------ Extracted data
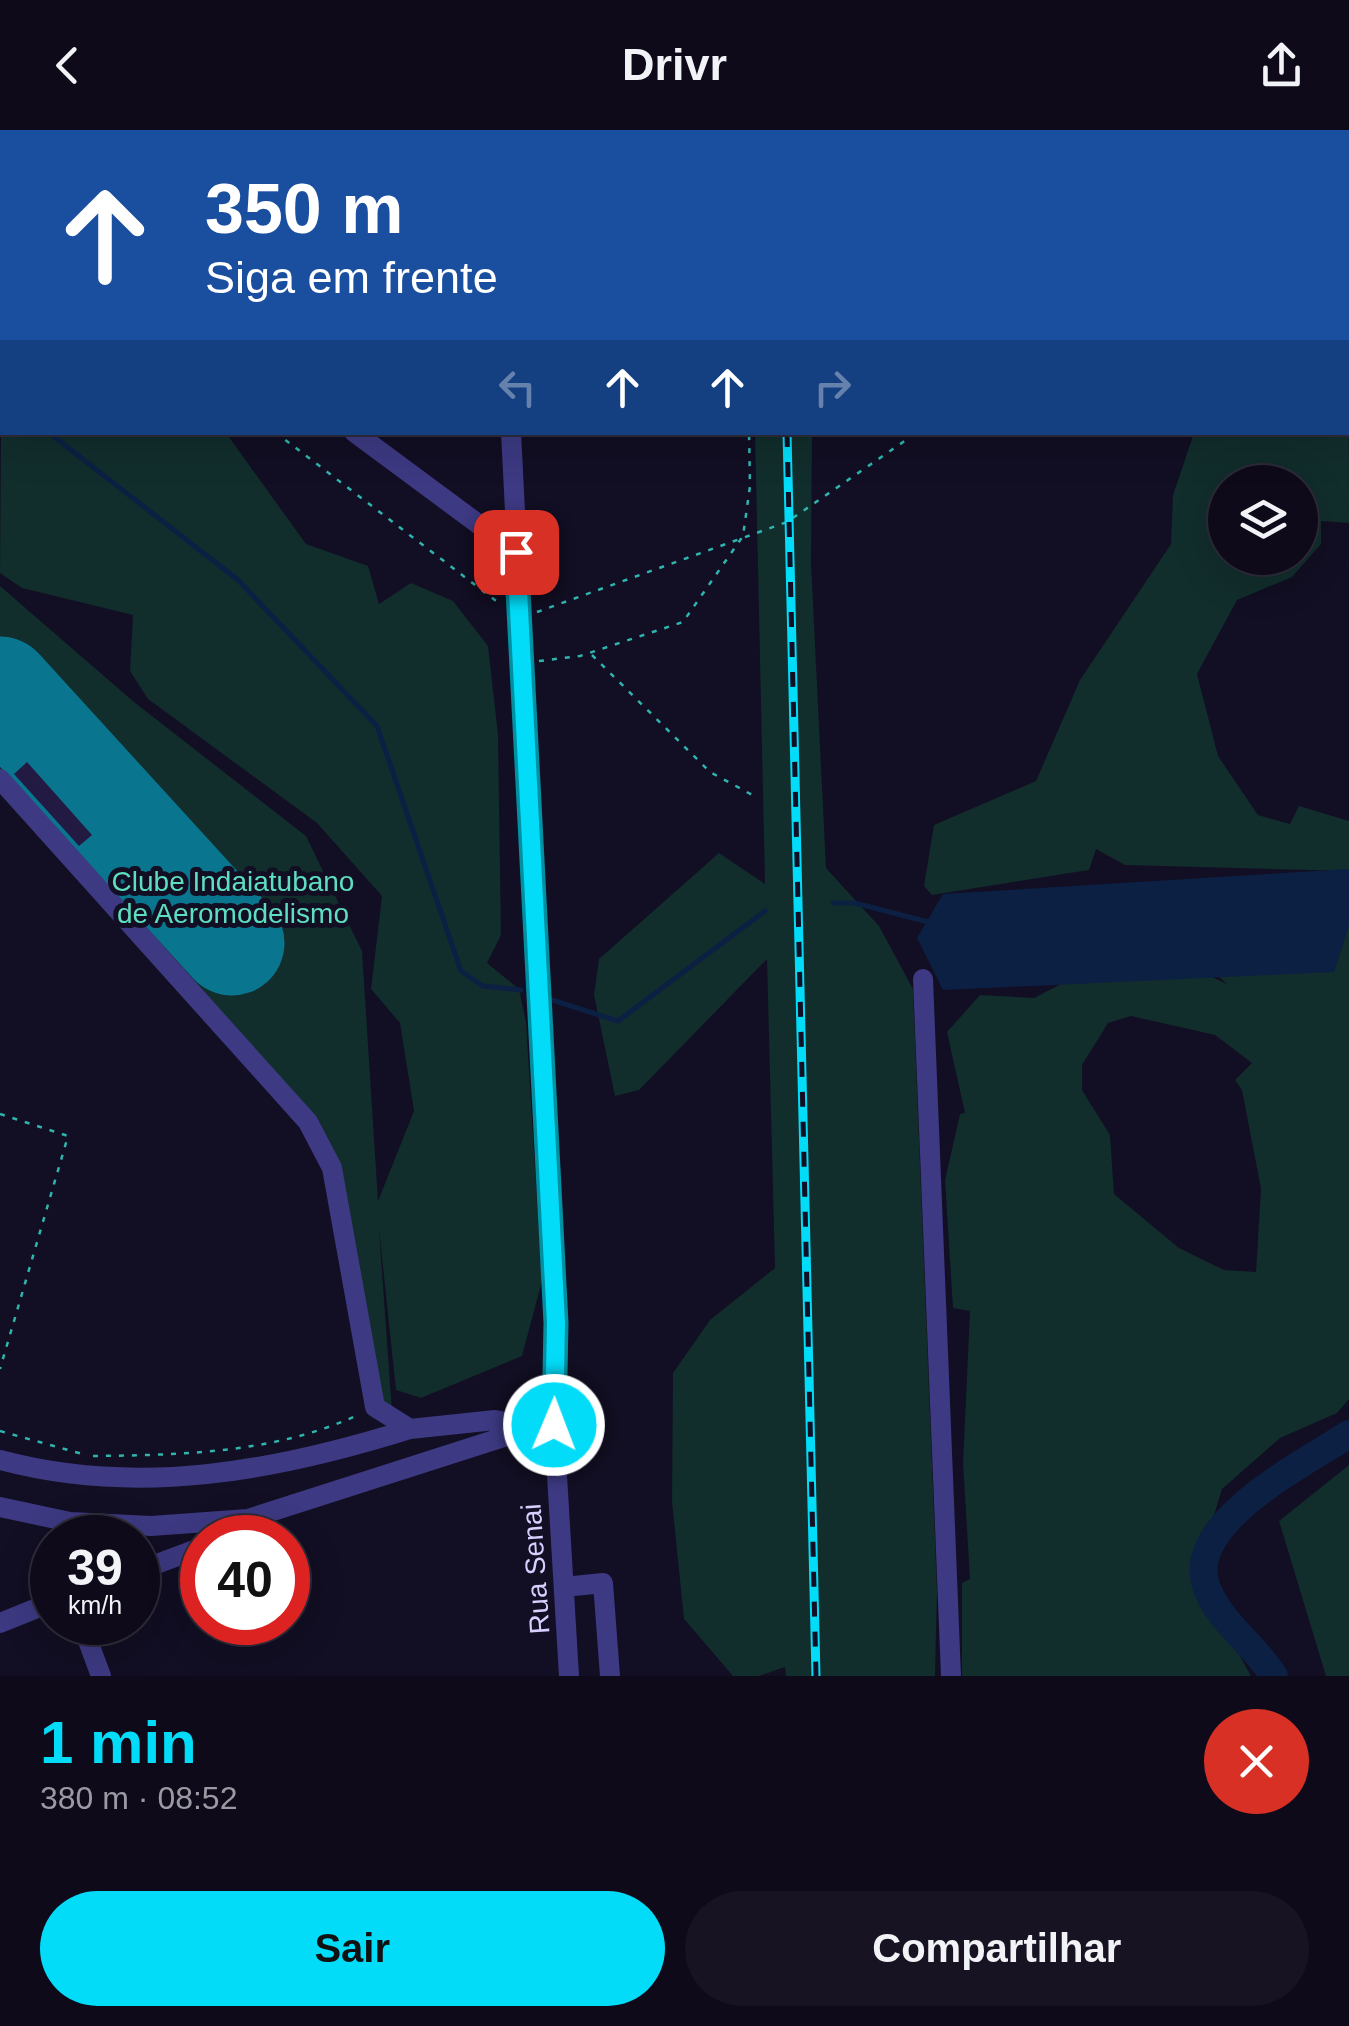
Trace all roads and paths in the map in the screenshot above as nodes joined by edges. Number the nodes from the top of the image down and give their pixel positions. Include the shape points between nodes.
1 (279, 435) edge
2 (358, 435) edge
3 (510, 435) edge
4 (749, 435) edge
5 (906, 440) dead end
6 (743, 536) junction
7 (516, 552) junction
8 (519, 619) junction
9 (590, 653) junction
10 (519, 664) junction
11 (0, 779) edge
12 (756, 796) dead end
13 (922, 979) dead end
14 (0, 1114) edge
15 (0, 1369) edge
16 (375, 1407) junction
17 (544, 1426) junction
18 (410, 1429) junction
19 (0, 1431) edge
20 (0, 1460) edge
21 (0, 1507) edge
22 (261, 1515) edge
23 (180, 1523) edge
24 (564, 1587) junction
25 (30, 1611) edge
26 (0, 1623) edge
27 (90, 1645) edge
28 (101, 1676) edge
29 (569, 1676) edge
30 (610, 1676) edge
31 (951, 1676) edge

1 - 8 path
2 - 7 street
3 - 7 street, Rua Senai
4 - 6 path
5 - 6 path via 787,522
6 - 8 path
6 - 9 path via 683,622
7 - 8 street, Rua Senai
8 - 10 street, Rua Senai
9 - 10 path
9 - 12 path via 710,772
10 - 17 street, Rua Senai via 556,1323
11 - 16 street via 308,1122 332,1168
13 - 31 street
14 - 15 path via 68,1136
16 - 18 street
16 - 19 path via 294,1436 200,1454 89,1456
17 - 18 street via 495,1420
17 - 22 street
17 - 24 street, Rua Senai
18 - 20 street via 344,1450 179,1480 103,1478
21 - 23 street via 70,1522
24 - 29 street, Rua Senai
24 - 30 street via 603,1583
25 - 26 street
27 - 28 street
------------
------ Extracted data
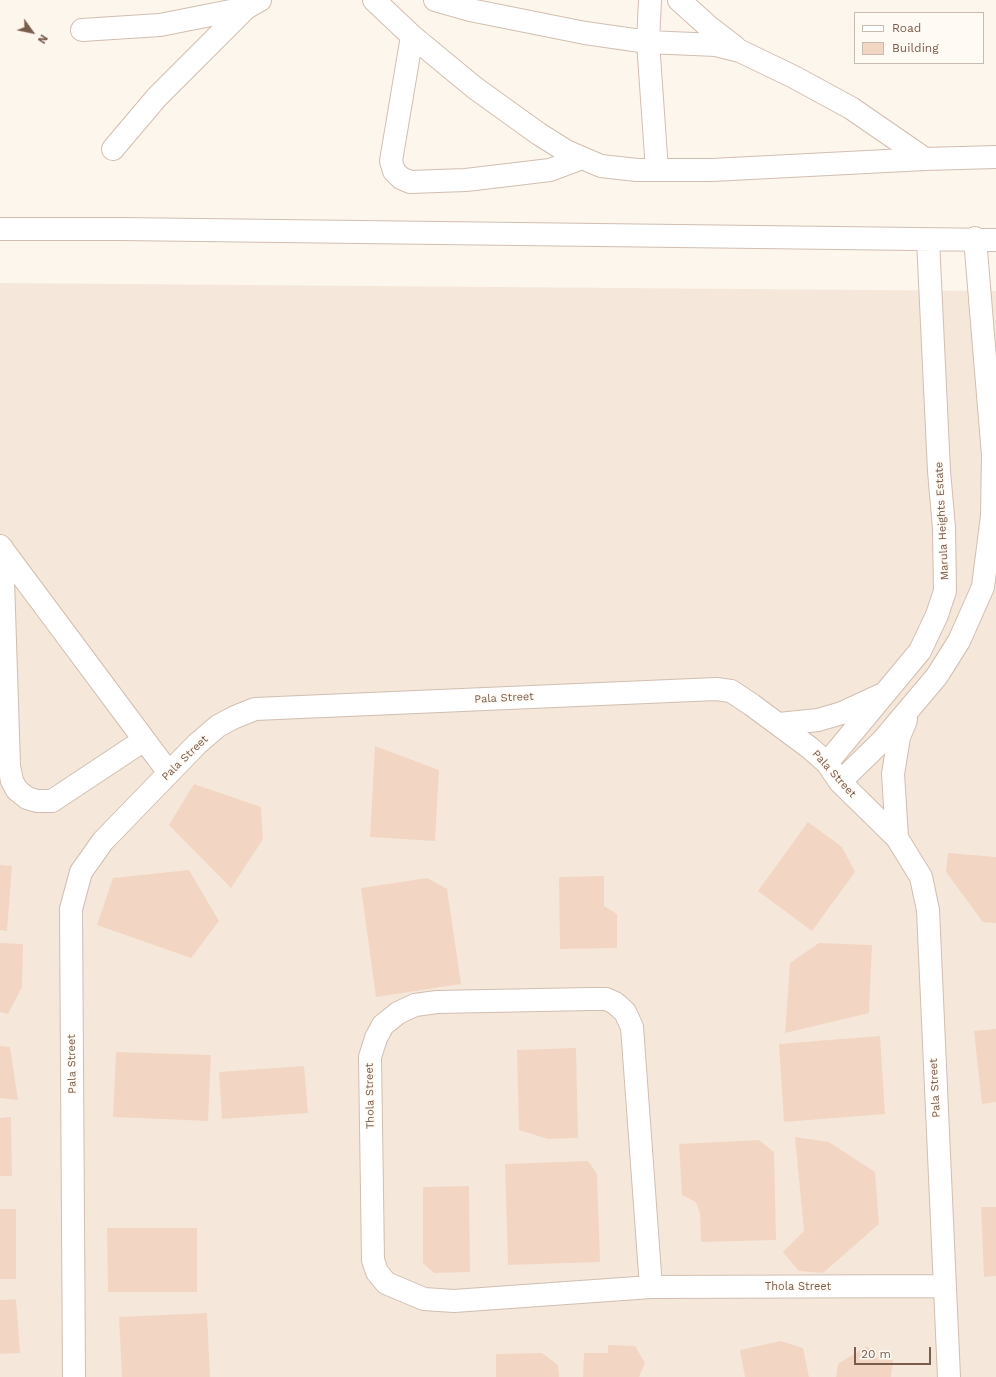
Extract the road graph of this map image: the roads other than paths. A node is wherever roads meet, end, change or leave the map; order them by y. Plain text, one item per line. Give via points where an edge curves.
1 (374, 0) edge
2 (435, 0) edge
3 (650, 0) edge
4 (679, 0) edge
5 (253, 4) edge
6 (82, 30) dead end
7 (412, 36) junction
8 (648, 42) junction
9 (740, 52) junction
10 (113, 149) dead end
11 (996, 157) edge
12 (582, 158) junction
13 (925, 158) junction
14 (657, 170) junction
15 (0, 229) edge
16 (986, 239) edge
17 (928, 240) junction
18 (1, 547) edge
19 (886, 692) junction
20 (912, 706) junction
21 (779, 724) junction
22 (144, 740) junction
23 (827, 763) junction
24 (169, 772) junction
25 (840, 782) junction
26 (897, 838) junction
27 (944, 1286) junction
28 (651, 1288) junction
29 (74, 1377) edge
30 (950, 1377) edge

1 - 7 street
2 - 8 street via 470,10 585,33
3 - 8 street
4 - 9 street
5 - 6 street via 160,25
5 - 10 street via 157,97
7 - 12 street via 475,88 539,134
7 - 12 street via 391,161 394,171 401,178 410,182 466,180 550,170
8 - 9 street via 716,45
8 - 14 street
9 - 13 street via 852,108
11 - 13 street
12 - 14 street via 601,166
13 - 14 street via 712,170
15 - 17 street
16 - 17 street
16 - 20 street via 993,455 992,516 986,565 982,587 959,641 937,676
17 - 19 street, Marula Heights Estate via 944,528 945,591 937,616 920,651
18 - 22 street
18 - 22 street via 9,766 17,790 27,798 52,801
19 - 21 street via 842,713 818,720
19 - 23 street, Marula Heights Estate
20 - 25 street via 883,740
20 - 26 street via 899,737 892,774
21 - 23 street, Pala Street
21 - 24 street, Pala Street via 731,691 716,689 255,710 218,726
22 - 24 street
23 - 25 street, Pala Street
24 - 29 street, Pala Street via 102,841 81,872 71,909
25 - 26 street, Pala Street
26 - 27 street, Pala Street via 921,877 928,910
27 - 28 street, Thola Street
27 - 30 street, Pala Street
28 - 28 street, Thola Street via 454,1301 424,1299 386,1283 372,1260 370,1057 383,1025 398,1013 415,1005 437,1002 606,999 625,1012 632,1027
------------
Copy each line of the material where "points" is found.

Trace all roads and paths in the map in the screenshot above as nodes joined by edges. Number the nodes from the top of the image down and give their pixel positions. Include the shape points between nodes.
Extract the road graph of this map image: the roads other than paths. A node is wherever roads meet, end, change or leave the map; order them by y. Plain text, one item per line. Give via points where an edge curves.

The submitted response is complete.